I carabinieri del nucleo investigativo di Castello di Cisterna stanno chiudendo il cerchio sui due in moto che hanno affiancato la Lancia Y del giovane acerrano e aperto il fuoco. L’automobilista è stato ferito alla testa col calcio della pistola e al petto da un proiettile esploso prima della fuga.

Ancora da chiarire il movente anche se appare confermato che il raid sia la conseguenze di una lite, anche se l’ipotesi dell’alterco per viabilità sta lasciando il posto ad altre piste, tra le quali quella della controversia familiare.

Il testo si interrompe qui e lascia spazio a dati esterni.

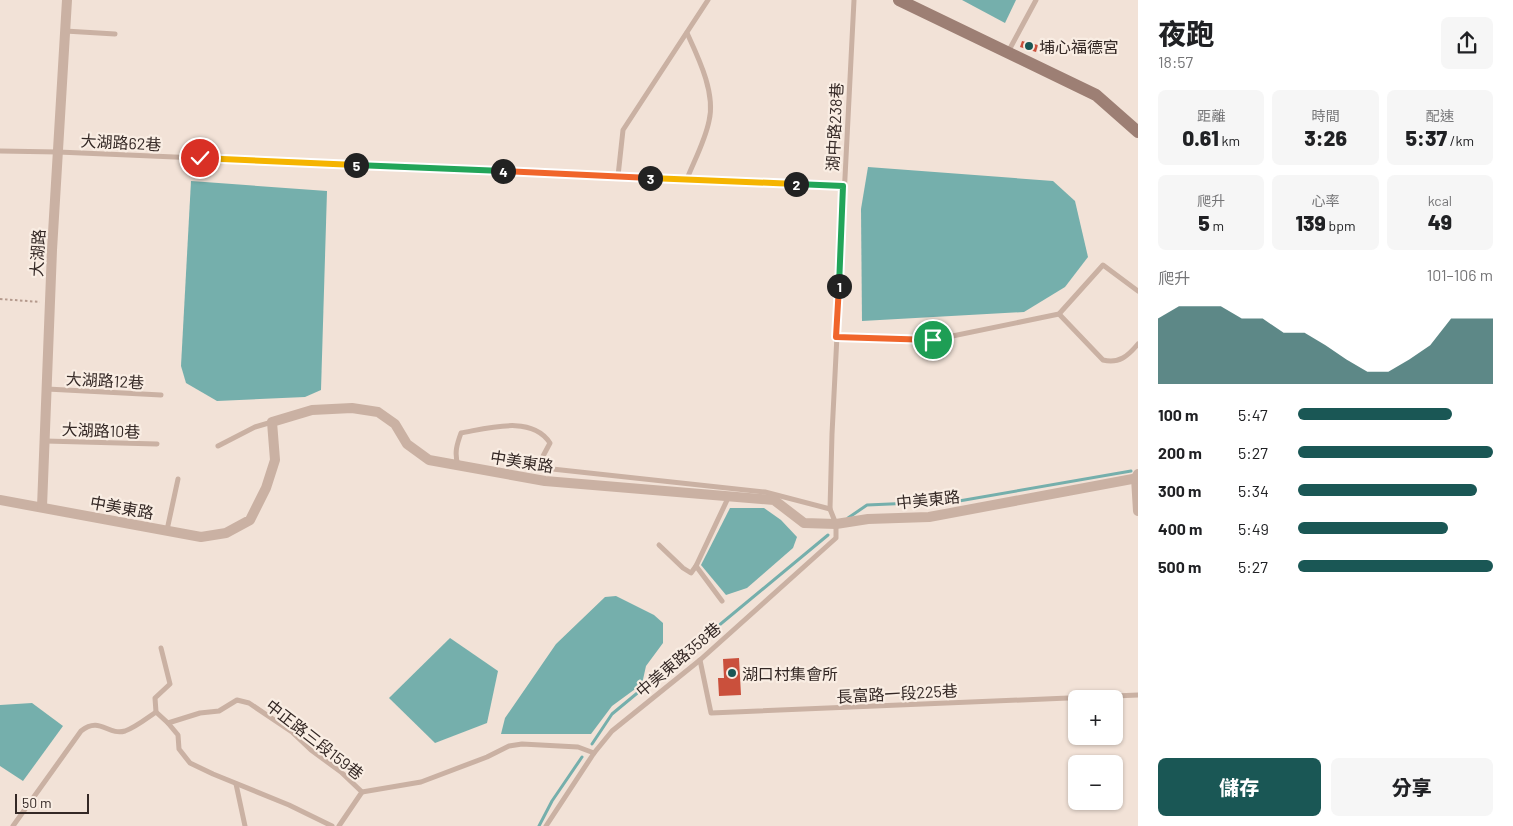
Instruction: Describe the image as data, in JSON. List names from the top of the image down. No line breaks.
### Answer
{"streets":{"street":["大湖路","中美東路"],"lane":["湖中路238巷","大湖路62巷","大湖路12巷","大湖路10巷","中美東路358巷","長富路一段225巷","中正路三段159巷"]},"crossings":[["湖中路238巷","大湖路62巷"],["湖中路238巷","中美東路"],["湖中路238巷","中美東路358巷"],["大湖路62巷","大湖路"],["大湖路","大湖路12巷"],["大湖路","大湖路10巷"],["大湖路","中美東路"],["中美東路","中美東路358巷"],["中美東路358巷","長富路一段225巷"],["中美東路358巷","中正路三段159巷"]],"places":["埔心福德宮","湖口村集會所"],"scale_bar":"50 m","page":{"heading":["夜跑","18:57"],"stats":[["距離","0.61 km"],["時間","3:26"],["配速","5:37 /km"],["爬升","5 m"],["心率","139 bpm"],["kcal","49"]],"pins":["5","4","3","2","1"],"chart":["爬升","101–106 m"],"list":[{"name":"100 m","note":"5:47"},{"name":"200 m","note":"5:27"},{"name":"300 m","note":"5:34"},{"name":"400 m","note":"5:49"},{"name":"500 m","note":"5:27"}],"map_buttons":["+","−"],"buttons":["儲存","分享"],"scale":"50 m"}}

Unanime la richiesta di sicurezza dal mondo politico, a cominciare dalla capogruppo del Movimento 5 Stelle Carmela Auriemma: “A pochi passi dal liceo, dal parco comunale di via Manzoni, dal Comune, si torna a sparare in pieno giorno. Un atto di inaudita gravità che ancora una volta ci deve fare, non solo interrogare, ma agire sulla questione sicurezza. Come ho sostenuto e proposto in questi anni, c’è bisogno di quella rivoluzione civica e culturale che riporti le piazze a rivivere, a inondare il vuoto di bellezza, a riportare la presenza delle istituzioni fuori dai palazzi e dai giochi di potere. C’è bisogno di contrastare quella decadenza legalitaria e civica che sta prendendo il sopravvento, bisogna ridisegnare un paradigma per la nostra città riorganizzando non solo la sicurezza effettiva (polizia municipale in primis) ma soprattutto quella civile riprendendoci quel silenzio adesso occupato dagli spari.”